*** Welcome to piglix ***

Robert Lewis Roumieu


Robert Lewis Roumieu (1814 – 1877) otherwise R.L. Roumieu, was a 19th-century English architect whose designs include Milner Square in Islington and an idiosyncratic vinegar warehouse at 33–35 Eastcheap in the City of London. A pupil of Benjamin Dean Wyatt, he worked in partnership with Alexander Dick Gough between 1836 and 1848.

Roumieu was of Huguenot descent and his middle name is occasionally spelled "Louis". The Roumieu family originated from Languedoc, and the name has been listed among those of Huguenot refugees who settled in Great Britain and Ireland during the reign of Louis XIV (1643–1714). Roumieu's father John was a solicitor, while his grandfather Abraham Roumieu (1734–1780) had been an architect.

Roumieu was articled to the architect Benjamin Dean Wyatt in 1831. In 1836 he went into partnership with another pupil of Wyatt, Alexander Dick Gough.

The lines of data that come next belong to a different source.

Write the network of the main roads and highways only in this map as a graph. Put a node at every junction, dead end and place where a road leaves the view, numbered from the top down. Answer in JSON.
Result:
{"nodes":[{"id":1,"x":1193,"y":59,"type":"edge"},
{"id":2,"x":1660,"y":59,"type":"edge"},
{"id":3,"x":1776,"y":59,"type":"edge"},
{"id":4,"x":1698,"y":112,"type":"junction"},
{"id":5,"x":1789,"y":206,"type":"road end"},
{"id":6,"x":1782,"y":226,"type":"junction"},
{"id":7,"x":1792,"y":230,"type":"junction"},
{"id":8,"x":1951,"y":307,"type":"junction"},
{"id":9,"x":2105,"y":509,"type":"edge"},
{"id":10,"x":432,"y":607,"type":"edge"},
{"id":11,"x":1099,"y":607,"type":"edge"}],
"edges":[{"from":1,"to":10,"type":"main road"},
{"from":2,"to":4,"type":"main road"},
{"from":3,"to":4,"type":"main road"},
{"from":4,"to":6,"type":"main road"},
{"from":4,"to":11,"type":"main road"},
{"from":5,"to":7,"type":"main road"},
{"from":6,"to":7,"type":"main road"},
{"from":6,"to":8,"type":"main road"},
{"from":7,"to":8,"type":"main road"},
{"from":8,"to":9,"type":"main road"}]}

Together they completed some notable projects in what are now the London Boroughs of Camden and Islington, including Milner Square and the Islington Literary and Philosophical Institute (now the Almeida Theatre), a stuccoed classical work of 1837. The partnership was dissolved in 1848.

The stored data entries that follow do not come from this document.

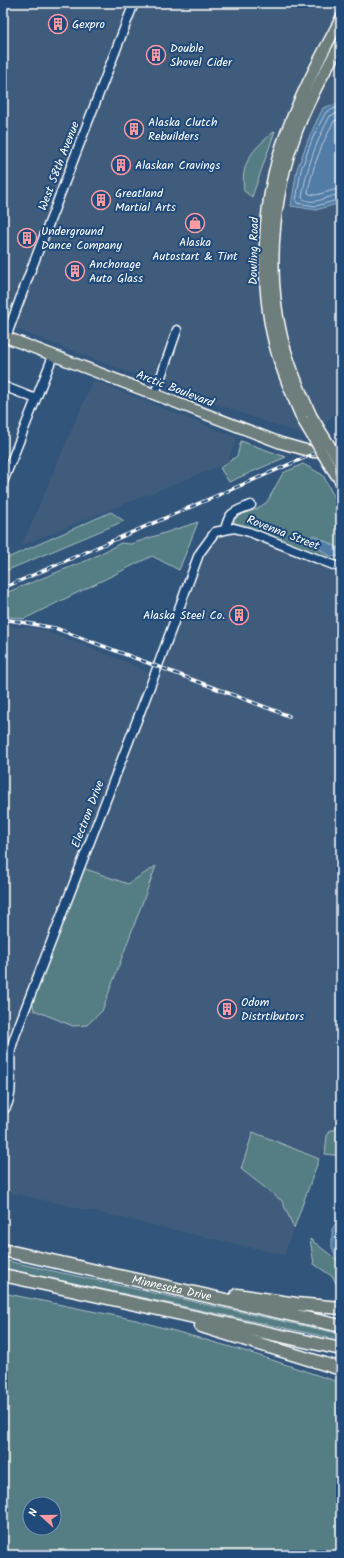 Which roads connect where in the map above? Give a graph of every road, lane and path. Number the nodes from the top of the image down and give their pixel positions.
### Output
1 (134, 3) edge
2 (341, 18) edge
3 (341, 43) edge
4 (177, 330) dead end
5 (5, 337) edge
6 (53, 356) junction
7 (3, 386) edge
8 (155, 394) junction
9 (36, 398) junction
10 (307, 418) junction
11 (341, 452) edge
12 (341, 464) edge
13 (3, 482) edge
14 (341, 482) edge
15 (251, 505) dead end
16 (225, 530) junction
17 (215, 532) joint
18 (341, 568) edge
19 (3, 1111) edge
20 (3, 1250) edge
21 (3, 1275) edge
22 (160, 1285) junction
23 (341, 1308) edge
24 (163, 1311) junction
25 (341, 1326) edge
26 (341, 1349) edge
27 (341, 1369) edge

1 - 5 street, West 58th Avenue
2 - 10 main road, Dowling Road
3 - 10 main road, Dowling Road
4 - 8 street
5 - 6 main road, Arctic Boulevard
6 - 8 main road, Arctic Boulevard
6 - 9 street
7 - 9 street
8 - 11 main road, Arctic Boulevard
9 - 13 street
10 - 12 main road, Dowling Road, bridge
10 - 14 main road, Dowling Road, bridge
15 - 16 street
16 - 17 street, Rovenna Street
16 - 18 street, Rovenna Street
17 - 19 street, Electron Drive
20 - 22 highway, Minnesota Drive
21 - 24 highway, Minnesota Drive
22 - 23 highway
22 - 25 highway, Minnesota Drive
24 - 26 highway, Minnesota Drive
24 - 27 highway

On 15 December 1845 Roumieu was elected a Fellow of the Royal Institute of British Architects (FRIBA), having been proposed by HL Keys, EM Foxhall, and HE Kendall.

For 22 years Roumieu's address was 10 Lancaster Place, Strand, London (1845–77). Prior to that he was at 8 Regent's Square, St Pancras, London (1845) and after that period at 7 St George's Terrace, Regent's Park, London, until his death in 1877.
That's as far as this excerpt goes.